[slurm-users] Exclude Slurm packages from the EPEL yum repository

Andy Riebs andy at candooz.com
Mon Jan 25 15:25:08 UTC 2021


See below

On 1/25/2021 9:36 AM, Ole Holm Nielsen wrote:
> On 1/25/21 2:59 PM, Andy Riebs wrote:
>> Several things to keep in mind...
>>
>>  1. Slurm, as a product undergoing frequent, incompatible revisions, is
>>     not well-suited for provisioning from a stable public repository! On
>>     the other hand, it's just not that hard to build a stable version
>>     where you can directly control the upgrade timing.
>
> I agree that Slurm is probably not well suited for a public repository 
> because of the special care that *must* be taken when upgrading 
> between major versions.
>
> When I use both EPEL for a lot of nice software (Munge, Lmod, ...), 
> AND I build my own Slurm RPMs, now suddenly slurm RPMs from EPEL 
> upsets this stable scenario.
>
Interesting; this does sound like a problem.

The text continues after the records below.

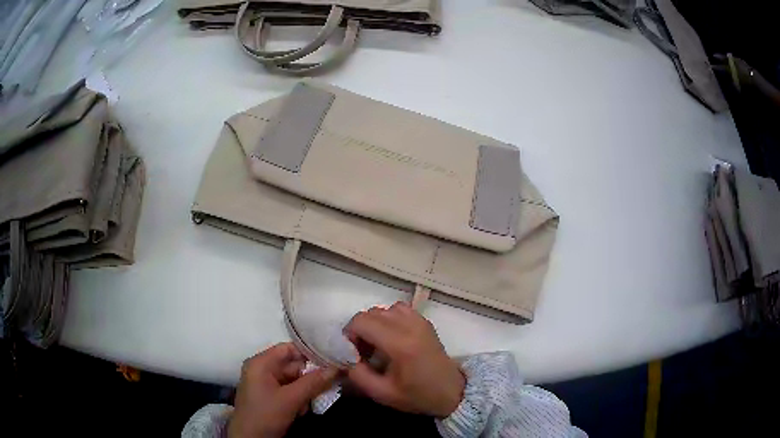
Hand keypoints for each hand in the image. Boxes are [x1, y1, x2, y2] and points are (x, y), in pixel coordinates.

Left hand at [228, 343, 337, 437]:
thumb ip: (313, 383)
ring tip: (310, 403)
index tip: (331, 360)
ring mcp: (265, 384)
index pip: (288, 349)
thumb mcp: (291, 399)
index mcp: (261, 363)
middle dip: (310, 378)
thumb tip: (335, 368)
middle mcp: (262, 369)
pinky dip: (299, 399)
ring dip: (305, 391)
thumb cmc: (265, 414)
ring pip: (294, 380)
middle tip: (328, 386)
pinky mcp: (269, 397)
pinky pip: (289, 391)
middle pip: (293, 366)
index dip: (309, 353)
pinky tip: (301, 410)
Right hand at [343, 302, 464, 417]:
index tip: (352, 352)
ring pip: (384, 309)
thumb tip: (345, 357)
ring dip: (374, 324)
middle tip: (362, 351)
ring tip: (376, 344)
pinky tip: (391, 337)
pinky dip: (389, 319)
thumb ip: (357, 374)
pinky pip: (399, 310)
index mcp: (399, 344)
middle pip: (371, 313)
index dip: (349, 334)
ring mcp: (419, 321)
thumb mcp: (381, 393)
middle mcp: (409, 325)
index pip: (361, 322)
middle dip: (359, 330)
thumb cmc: (417, 395)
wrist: (451, 392)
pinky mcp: (425, 322)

>>  2. If you really want a closely managed source for your Slurm RPMs, get
>>     them from the SchedMD website.
>
> All of us get the Slurm source from the SchedMD website.  And all of 
> us have to build our own RPMs from that source (a simple one-liner).  
> SchedMD doesn't provide any RPMs.
Yeah, I was a little embarrassed after sending the previous note when I 
checked to see what they have on the site. I would have sworn that they 
once provided RPMs, as well, but I could be mistaken. (With multiple 
versions of Slurm for multiple versions of RedHat/Fedora, SLES, 
Debian/Ubuntu/..., this would have become a very difficult problem to 
handle.)
>
>>  3. "You could have solicited advice..." -- while this is certainly 
>> true,
>>     for many of us in the open source world, the standard is "release
>>     something quickly, and then improve it, based in part on feedback,
>>     over time."
>
> I don't think this trial-and-error-like approach is suitable for 
> Slurm. We're running production HPC clusters that need to stay very 
> stable.
>
>>  4. Slurm packages (and other contributions, including suggestions on 
>> this
>>     mailing list) that haven't been provided by SchedMD have probably 
>> been
>>     provisioned and tested by a volunteer -- be sure to keep the
>>     conversation civil!
>
> We all have to build our own Slurm RPMs, and we should not get them 
> from a volunteer. IMHO, building Slurm RPMs is very simple. It's the 
> deployment and upgrading which is the hard part of the equation.
> I think my points quoted below deserve careful consideration by the 
> EPEL volunteer, because the results could be potentially harmful.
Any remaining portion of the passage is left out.